**WHAT IS EXPECTED:**
Identify and copy all lines of the material where the string "Чедића" is found.
/---
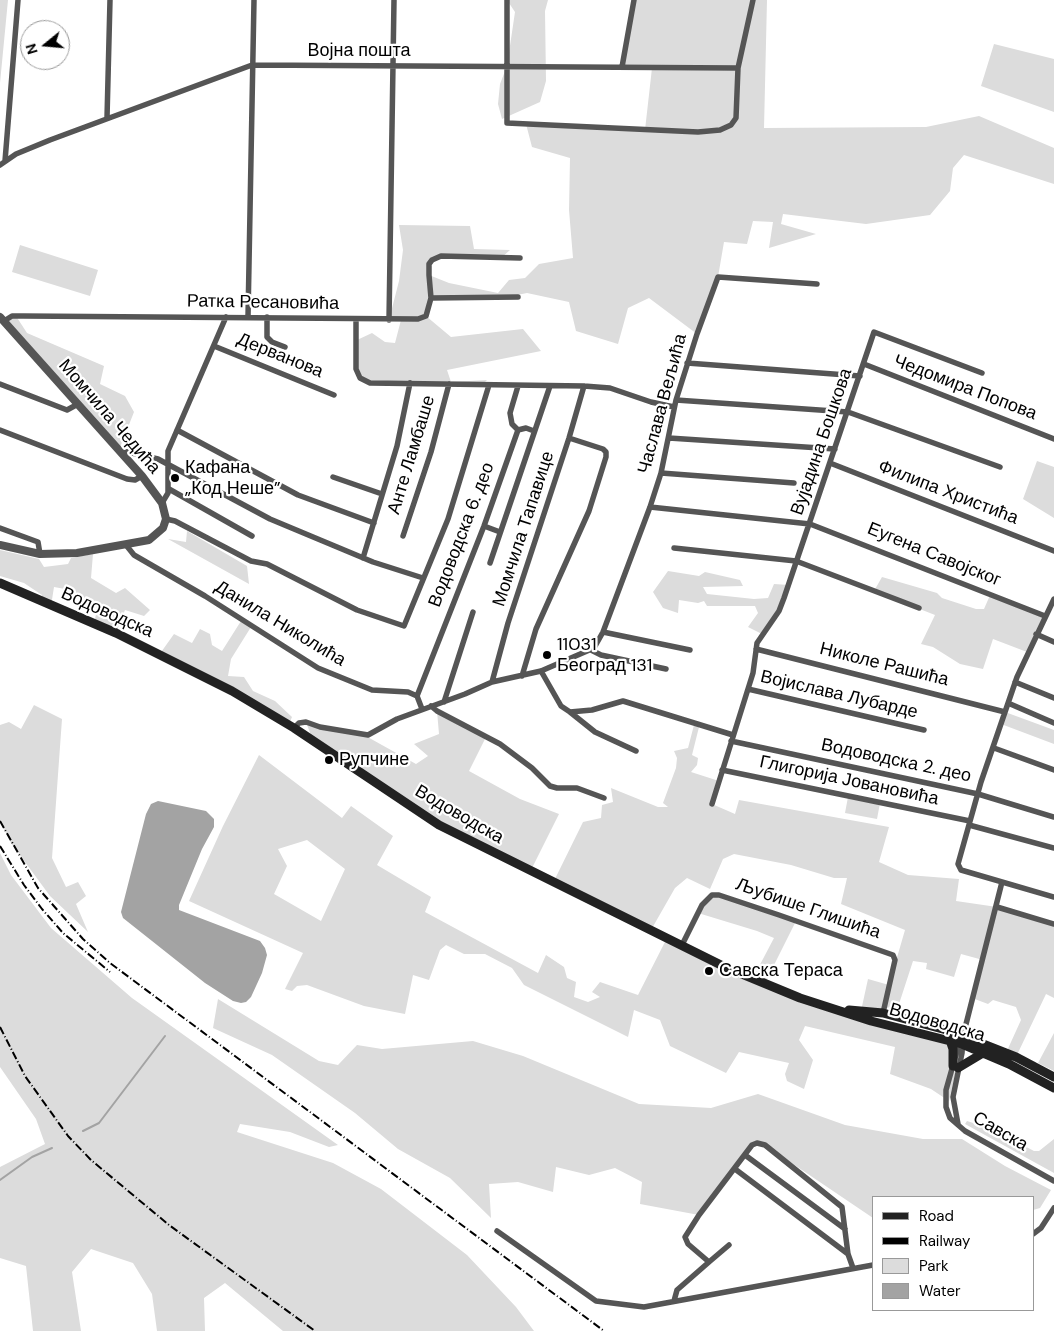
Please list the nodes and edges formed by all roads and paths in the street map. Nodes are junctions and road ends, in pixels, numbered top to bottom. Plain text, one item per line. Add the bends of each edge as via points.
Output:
1 (18, 0) edge
2 (110, 0) edge
3 (254, 0) edge
4 (394, 0) edge
5 (507, 0) edge
6 (634, 0) edge
7 (753, 0) edge
8 (393, 65) junction
9 (252, 66) junction
10 (507, 66) junction
11 (622, 67) junction
12 (738, 68) junction
13 (108, 118) junction
14 (2, 163) edge
15 (520, 258) dead end
16 (817, 284) dead end
17 (518, 297) dead end
18 (431, 298) junction
19 (226, 317) junction
20 (248, 317) junction
21 (267, 317) junction
22 (2, 319) edge
23 (356, 319) junction
24 (389, 320) junction
25 (214, 346) junction
26 (285, 346) dead end
27 (687, 363) junction
28 (864, 364) junction
29 (982, 373) dead end
30 (860, 376) junction
31 (410, 383) junction
32 (0, 384) edge
33 (449, 384) junction
34 (489, 385) junction
35 (518, 386) junction
36 (550, 386) junction
37 (584, 386) junction
38 (334, 395) dead end
39 (78, 404) junction
40 (675, 404) junction
41 (848, 412) junction
42 (0, 430) edge
43 (177, 430) junction
44 (518, 430) junction
45 (534, 431) junction
46 (569, 438) junction
47 (669, 438) junction
48 (1054, 439) edge
49 (834, 449) junction
50 (119, 450) junction
51 (830, 464) junction
52 (167, 465) junction
53 (1000, 467) dead end
54 (662, 473) junction
55 (142, 476) junction
56 (333, 476) dead end
57 (794, 483) dead end
58 (169, 489) junction
59 (382, 494) junction
60 (162, 503) junction
61 (650, 507) junction
62 (166, 519) junction
63 (374, 523) junction
64 (810, 524) junction
65 (484, 526) junction
66 (0, 528) edge
67 (500, 532) junction
68 (252, 536) dead end
69 (402, 536) dead end
70 (0, 545) edge
71 (126, 545) junction
72 (674, 548) dead end
73 (1054, 551) edge
74 (40, 554) junction
75 (363, 558) junction
76 (796, 561) junction
77 (490, 563) dead end
78 (423, 578) junction
79 (0, 583) edge
80 (1054, 599) edge
81 (919, 608) dead end
82 (473, 612) dead end
83 (1045, 616) junction
84 (603, 632) junction
85 (1036, 634) junction
86 (1054, 642) edge
87 (756, 649) junction
88 (591, 650) junction
89 (690, 650) dead end
90 (666, 669) dead end
91 (541, 671) junction
92 (522, 676) junction
93 (492, 682) junction
94 (1015, 682) junction
95 (748, 688) junction
96 (417, 696) junction
97 (1054, 698) edge
98 (444, 702) junction
99 (1008, 703) junction
100 (431, 706) junction
101 (422, 709) junction
102 (570, 712) junction
103 (1005, 712) junction
104 (1054, 723) edge
105 (294, 728) junction
106 (924, 730) dead end
107 (732, 738) junction
108 (994, 748) junction
109 (636, 751) dead end
110 (722, 770) junction
111 (1054, 770) edge
112 (978, 794) junction
113 (604, 798) dead end
114 (712, 804) dead end
115 (1054, 817) edge
116 (970, 823) junction
117 (1054, 848) edge
118 (1002, 882) junction
119 (1054, 897) edge
120 (997, 907) junction
121 (1054, 924) edge
122 (682, 945) junction
123 (836, 1009) junction
124 (883, 1013) junction
125 (950, 1040) junction
126 (962, 1040) junction
127 (982, 1053) junction
128 (956, 1067) junction
129 (1054, 1077) edge
130 (1054, 1088) edge
131 (745, 1155) junction
132 (735, 1168) junction
133 (1054, 1181) edge
134 (1054, 1208) edge
135 (845, 1229) junction
136 (497, 1231) dead end
137 (1034, 1233) edge
138 (729, 1245) dead end
139 (848, 1254) junction
140 (709, 1262) junction
141 (872, 1265) edge
142 (853, 1268) junction
143 (674, 1301) junction

1 - 14 street
2 - 13 street
3 - 9 street
4 - 8 street
5 - 10 street
6 - 11 street
7 - 12 street
8 - 9 street, Војна пошта
8 - 10 street, Војна пошта
8 - 24 street
9 - 13 street, Војна пошта
9 - 20 street
10 - 11 street, Војна пошта
10 - 12 street via 507,123 698,132 720,130 736,118
11 - 12 street, Војна пошта
13 - 14 street, Војна пошта via 24,150
15 - 18 street via 441,256 432,260 429,275
16 - 27 street, Часлава Вељића via 718,277
17 - 18 street
18 - 24 street via 426,316
19 - 20 street, Ратка Ресановића
19 - 22 street, Ратка Ресановића via 12,316
19 - 25 street
20 - 21 street, Ратка Ресановића
21 - 23 street, Ратка Ресановића
21 - 26 street via 268,337 272,342
22 - 39 street, Момчила Чедића
23 - 24 street
23 - 31 street, Ратка Ресановића via 356,369 360,378 370,383
25 - 38 street, Дерванова
25 - 43 street
27 - 30 street
27 - 40 street, Часлава Вељића
28 - 29 street, Вујадина Бошкова via 874,332
28 - 30 street, Вујадина Бошкова
28 - 48 street, Чедомира Попова
30 - 41 street, Вујадина Бошкова
31 - 33 street, Ратка Ресановића
31 - 59 street via 397,446
32 - 39 street via 68,410
33 - 34 street, Ратка Ресановића
33 - 69 street, Анте Ламбаше via 431,452
34 - 35 street, Ратка Ресановића
34 - 78 street via 448,519
35 - 36 street, Ратка Ресановића
35 - 44 street via 510,413 512,424
36 - 37 street, Ратка Ресановића
36 - 45 street
37 - 40 street, Ратка Ресановића via 610,388 651,402
37 - 46 street, Момчила Тапавице
39 - 50 street, Момчила Чедића
40 - 41 street, Ратка Ресановића
40 - 47 street, Часлава Вељића
41 - 49 street, Вујадина Бошкова
41 - 53 street, Ратка Ресановића
42 - 55 street via 127,478 135,480
43 - 52 street via 168,451
43 - 63 street via 298,495
44 - 45 street
44 - 65 street, Водоводска 6. део
45 - 67 street
46 - 92 street via 603,450 606,456 589,511 542,613
46 - 93 street, Момчила Тапавице
47 - 49 street
47 - 54 street, Часлава Вељића
49 - 51 street, Вујадина Бошкова
50 - 52 street via 151,457
50 - 55 street, Момчила Чедића
51 - 64 street, Вујадина Бошкова
51 - 73 street, Филипа Христића
52 - 58 street
52 - 75 street via 270,519
54 - 57 street
54 - 61 street, Часлава Вељића
55 - 60 street, Момчила Чедића
56 - 59 street
58 - 60 street
58 - 68 street
59 - 63 street
60 - 62 street, Момчила Чедића
61 - 64 street, Еугена Савојског
61 - 84 street, Часлава Вељића
62 - 71 street via 154,538
62 - 78 street via 357,610 404,626
63 - 75 street
64 - 76 street, Вујадина Бошкова
64 - 83 street, Еугена Савојског
65 - 67 street
65 - 96 street, Водоводска 6. део
66 - 74 street via 38,542
67 - 77 street
70 - 74 street
71 - 74 street via 65,555
71 - 96 street, Данила Николића via 134,555 330,674 372,690 408,692
72 - 76 street
75 - 78 street
76 - 81 street
76 - 87 street, Вујадина Бошкова via 779,610
79 - 105 main road, Водоводска via 193,671
80 - 83 street
82 - 98 street
83 - 85 street
84 - 88 street, Часлава Вељића
84 - 89 street
85 - 86 street
85 - 94 street
87 - 95 street, Вујадина Бошкова
87 - 103 street, Николе Рашића
88 - 90 street
88 - 91 street
91 - 92 street
91 - 102 street via 561,706
92 - 93 street
93 - 98 street
94 - 97 street
94 - 99 street
95 - 106 street, Војислава Лубарде
95 - 107 street, Вујадина Бошкова
96 - 101 street
98 - 100 street
99 - 103 street
99 - 104 street
100 - 101 street
100 - 113 street via 500,744 550,786 577,788
101 - 105 street via 364,736 306,722
102 - 107 street, Водоводска 2. део via 623,701
102 - 109 street via 596,732
103 - 108 street
105 - 122 main road, Водоводска via 439,826 564,890
107 - 110 street, Вујадина Бошкова
107 - 112 street, Водоводска 2. део
108 - 111 street
108 - 112 street
110 - 114 street, Вујадина Бошкова
110 - 116 street, Глигорија Јовановића
112 - 115 street, Водоводска 2. део
112 - 116 street
116 - 117 street, Глигорија Јовановића
116 - 118 street via 959,868
118 - 119 street
118 - 120 street, Савска
120 - 121 street
120 - 126 street, Савска
122 - 123 main road, Водоводска via 765,985
122 - 124 street, Љубише Глишића via 702,905 712,895 787,918 894,955
123 - 124 main road, Водоводска
123 - 125 main road, Водоводска
124 - 126 main road, Водоводска
125 - 126 main road, Водоводска
125 - 128 main road
126 - 127 main road, Водоводска
126 - 128 street, Савска
126 - 129 main road, Водоводска via 1016,1057
127 - 128 main road
127 - 130 main road, Водоводска
128 - 133 street, Савска via 946,1090 950,1118 964,1131
131 - 132 street
131 - 135 street
131 - 135 street via 752,1145 765,1145 842,1207
132 - 139 street
132 - 140 street via 685,1238
134 - 137 street
135 - 139 street
136 - 143 street via 596,1301 644,1307
138 - 140 street
139 - 142 street
140 - 143 street via 678,1290
141 - 142 street
142 - 143 street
\---
**ANSWER TO THIS EXERCISE:**
22 - 39 street, Момчила Чедића
39 - 50 street, Момчила Чедића
50 - 55 street, Момчила Чедића
55 - 60 street, Момчила Чедића
60 - 62 street, Момчила Чедића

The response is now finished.